Do zdarzenia doszło 15 marca na West Road w Doncaster, w hrabstwie South Yorkshire. Anca Si Piticii wróciła z zakupów, zaparkowała samochód na podjeździe i wyciągała zakupy z bagażnika. Obok przechodziła grupa nastolatków - młodzi ludzie krzyczeli i byli wulgarni. Kobieta zwróciła im uwagę, żeby byli ciszej, bo obudzą dzieci. Wtedy jedna z dziewczyn podeszła do niej i zaczęła na nią krzyczeć. Na kobietę rzuciły się pozostałe osoby, zaczęły ją bić, wyzywać od polskich p*** i kopać po całym ciele i po głowie.
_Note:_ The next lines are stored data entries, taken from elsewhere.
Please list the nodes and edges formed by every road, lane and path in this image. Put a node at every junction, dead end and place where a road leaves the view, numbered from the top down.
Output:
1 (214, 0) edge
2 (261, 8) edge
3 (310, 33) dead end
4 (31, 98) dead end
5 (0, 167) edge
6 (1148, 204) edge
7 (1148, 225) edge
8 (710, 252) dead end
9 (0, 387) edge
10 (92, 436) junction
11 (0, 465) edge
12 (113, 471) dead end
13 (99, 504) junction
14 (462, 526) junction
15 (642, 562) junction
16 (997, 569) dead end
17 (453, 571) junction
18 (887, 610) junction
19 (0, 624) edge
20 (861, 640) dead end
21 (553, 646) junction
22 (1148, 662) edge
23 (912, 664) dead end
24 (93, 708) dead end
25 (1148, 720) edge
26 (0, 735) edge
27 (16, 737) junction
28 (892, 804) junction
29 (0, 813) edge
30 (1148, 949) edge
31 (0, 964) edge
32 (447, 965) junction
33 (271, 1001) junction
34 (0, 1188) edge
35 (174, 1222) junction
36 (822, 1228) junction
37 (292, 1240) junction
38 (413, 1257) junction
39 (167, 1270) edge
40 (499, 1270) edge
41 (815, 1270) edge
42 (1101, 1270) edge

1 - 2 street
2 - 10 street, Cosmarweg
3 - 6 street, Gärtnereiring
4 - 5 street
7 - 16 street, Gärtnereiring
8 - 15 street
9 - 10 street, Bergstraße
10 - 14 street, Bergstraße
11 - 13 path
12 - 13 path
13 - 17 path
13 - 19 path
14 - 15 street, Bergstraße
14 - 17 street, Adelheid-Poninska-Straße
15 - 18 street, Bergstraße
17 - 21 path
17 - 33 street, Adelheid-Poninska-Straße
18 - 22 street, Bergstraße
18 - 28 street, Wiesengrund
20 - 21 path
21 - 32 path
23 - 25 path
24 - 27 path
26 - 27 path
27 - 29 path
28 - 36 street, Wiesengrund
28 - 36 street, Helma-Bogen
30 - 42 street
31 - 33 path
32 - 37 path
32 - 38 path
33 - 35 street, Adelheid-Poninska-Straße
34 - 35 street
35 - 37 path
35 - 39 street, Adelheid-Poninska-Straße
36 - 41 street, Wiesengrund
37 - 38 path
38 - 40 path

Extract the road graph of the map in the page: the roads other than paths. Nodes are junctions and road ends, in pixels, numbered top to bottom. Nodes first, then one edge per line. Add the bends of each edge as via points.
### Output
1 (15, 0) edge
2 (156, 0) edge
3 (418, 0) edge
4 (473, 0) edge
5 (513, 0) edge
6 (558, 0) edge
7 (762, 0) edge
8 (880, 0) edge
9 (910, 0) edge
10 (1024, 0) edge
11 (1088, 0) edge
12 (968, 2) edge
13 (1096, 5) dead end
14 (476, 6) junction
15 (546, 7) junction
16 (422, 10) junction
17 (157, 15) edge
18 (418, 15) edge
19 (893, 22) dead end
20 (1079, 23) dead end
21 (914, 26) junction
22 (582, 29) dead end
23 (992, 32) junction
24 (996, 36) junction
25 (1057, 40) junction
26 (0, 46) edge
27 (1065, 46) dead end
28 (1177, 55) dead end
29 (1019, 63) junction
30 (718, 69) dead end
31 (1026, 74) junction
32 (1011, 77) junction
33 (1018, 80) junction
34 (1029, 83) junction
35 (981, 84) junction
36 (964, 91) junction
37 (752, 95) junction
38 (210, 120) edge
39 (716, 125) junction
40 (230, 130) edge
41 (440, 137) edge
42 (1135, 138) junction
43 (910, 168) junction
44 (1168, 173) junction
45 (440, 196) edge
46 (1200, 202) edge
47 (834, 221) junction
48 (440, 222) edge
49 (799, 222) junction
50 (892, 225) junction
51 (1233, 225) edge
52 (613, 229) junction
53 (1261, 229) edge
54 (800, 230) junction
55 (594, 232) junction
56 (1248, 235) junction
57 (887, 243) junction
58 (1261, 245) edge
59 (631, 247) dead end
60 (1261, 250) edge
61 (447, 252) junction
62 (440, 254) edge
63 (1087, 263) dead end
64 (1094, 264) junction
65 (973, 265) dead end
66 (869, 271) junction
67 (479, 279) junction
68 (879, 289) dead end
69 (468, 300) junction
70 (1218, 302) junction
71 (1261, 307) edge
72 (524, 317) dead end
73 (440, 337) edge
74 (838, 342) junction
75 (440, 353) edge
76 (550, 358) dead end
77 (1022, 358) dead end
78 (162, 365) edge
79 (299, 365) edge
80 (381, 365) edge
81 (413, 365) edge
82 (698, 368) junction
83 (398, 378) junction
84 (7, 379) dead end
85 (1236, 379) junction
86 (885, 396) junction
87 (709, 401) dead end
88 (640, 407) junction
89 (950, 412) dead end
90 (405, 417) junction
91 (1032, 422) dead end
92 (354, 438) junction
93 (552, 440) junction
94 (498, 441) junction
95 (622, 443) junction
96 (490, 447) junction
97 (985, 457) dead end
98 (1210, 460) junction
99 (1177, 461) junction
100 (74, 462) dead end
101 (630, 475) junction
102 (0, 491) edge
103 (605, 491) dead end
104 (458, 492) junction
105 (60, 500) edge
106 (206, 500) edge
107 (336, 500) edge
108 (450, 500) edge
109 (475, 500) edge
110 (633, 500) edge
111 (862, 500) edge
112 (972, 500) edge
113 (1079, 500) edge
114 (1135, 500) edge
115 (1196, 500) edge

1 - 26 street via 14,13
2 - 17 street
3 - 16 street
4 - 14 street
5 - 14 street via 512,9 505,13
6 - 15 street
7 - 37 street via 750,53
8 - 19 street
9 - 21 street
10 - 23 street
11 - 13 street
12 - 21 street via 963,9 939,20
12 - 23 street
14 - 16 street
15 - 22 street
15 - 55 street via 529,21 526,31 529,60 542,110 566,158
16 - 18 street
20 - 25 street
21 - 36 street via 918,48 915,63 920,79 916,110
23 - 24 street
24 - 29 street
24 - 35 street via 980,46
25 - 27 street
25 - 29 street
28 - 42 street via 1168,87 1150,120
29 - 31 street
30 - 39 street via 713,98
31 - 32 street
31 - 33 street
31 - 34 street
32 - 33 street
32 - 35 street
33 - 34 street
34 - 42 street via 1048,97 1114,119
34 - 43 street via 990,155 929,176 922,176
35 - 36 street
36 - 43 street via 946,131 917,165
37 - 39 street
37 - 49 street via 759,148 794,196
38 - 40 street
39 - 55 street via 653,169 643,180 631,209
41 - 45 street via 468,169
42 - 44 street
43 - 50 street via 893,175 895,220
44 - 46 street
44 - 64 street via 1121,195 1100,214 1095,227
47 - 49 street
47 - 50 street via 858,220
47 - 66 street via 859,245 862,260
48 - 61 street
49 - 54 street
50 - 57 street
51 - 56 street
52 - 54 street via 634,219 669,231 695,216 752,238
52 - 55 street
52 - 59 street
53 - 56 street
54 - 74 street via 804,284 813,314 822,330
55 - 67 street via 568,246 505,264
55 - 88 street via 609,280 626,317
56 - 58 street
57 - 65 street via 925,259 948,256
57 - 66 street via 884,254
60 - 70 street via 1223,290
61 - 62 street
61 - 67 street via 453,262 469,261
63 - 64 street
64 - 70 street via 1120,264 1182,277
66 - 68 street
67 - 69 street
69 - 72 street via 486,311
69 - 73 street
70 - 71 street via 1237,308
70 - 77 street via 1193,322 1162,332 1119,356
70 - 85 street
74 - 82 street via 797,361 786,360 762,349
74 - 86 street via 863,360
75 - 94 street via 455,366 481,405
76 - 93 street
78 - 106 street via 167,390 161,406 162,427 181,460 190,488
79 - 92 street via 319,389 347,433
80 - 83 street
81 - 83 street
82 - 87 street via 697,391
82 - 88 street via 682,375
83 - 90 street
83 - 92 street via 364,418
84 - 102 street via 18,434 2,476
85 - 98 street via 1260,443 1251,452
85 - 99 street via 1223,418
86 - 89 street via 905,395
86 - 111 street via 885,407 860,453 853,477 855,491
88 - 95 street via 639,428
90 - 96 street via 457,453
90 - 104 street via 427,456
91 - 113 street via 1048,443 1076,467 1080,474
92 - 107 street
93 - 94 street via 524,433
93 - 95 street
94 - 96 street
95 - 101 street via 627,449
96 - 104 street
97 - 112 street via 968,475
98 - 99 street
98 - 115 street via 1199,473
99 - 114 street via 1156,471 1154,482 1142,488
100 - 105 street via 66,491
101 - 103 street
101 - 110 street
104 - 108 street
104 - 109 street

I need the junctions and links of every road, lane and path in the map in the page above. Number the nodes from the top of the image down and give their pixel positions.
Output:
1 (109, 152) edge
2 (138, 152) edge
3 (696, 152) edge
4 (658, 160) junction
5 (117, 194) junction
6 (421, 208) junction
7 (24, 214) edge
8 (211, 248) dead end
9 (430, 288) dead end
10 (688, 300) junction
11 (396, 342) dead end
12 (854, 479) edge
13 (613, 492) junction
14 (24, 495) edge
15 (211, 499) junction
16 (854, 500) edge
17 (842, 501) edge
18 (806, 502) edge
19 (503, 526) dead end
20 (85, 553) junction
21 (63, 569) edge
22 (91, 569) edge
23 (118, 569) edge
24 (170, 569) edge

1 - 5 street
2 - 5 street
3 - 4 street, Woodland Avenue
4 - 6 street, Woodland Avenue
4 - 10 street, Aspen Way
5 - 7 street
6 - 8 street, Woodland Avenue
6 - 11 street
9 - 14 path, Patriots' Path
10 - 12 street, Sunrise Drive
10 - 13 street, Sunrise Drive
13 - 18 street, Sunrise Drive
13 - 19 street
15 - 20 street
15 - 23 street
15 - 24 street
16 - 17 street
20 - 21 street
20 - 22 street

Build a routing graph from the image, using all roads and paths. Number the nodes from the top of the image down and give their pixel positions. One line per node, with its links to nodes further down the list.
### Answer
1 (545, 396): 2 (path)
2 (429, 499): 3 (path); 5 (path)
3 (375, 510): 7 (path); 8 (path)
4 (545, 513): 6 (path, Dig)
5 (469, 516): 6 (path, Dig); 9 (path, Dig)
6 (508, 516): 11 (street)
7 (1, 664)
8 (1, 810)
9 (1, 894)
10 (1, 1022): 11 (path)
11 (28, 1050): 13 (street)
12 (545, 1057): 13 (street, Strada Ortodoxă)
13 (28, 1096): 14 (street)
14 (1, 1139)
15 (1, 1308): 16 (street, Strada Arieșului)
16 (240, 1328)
Kiedy Si Piticii udało się uwolnić, pobiegła do sąsiada, który próbował uspokoić rozzłoszczonych nastolatków. Następnie ukryła się w domu. Stamtąd zadzwoniła na policję. Młodzi ludzie jednak od razu nie odpuścili. Zdążyli jeszcze zniszczyć fragment ogrodzenia i jeden z samochodów zaparkowanych na podjeździe.
(źródło: Facebook)
Kobieta opisała całe wydarzenie na swoim Facebooku. Podkreśla, że policja skontaktowała się z nią po 20 godzinach od telefonu z informacją, że funkcjonariusze byli zbyt zajęci, aby przyjechać na jej wezwanie.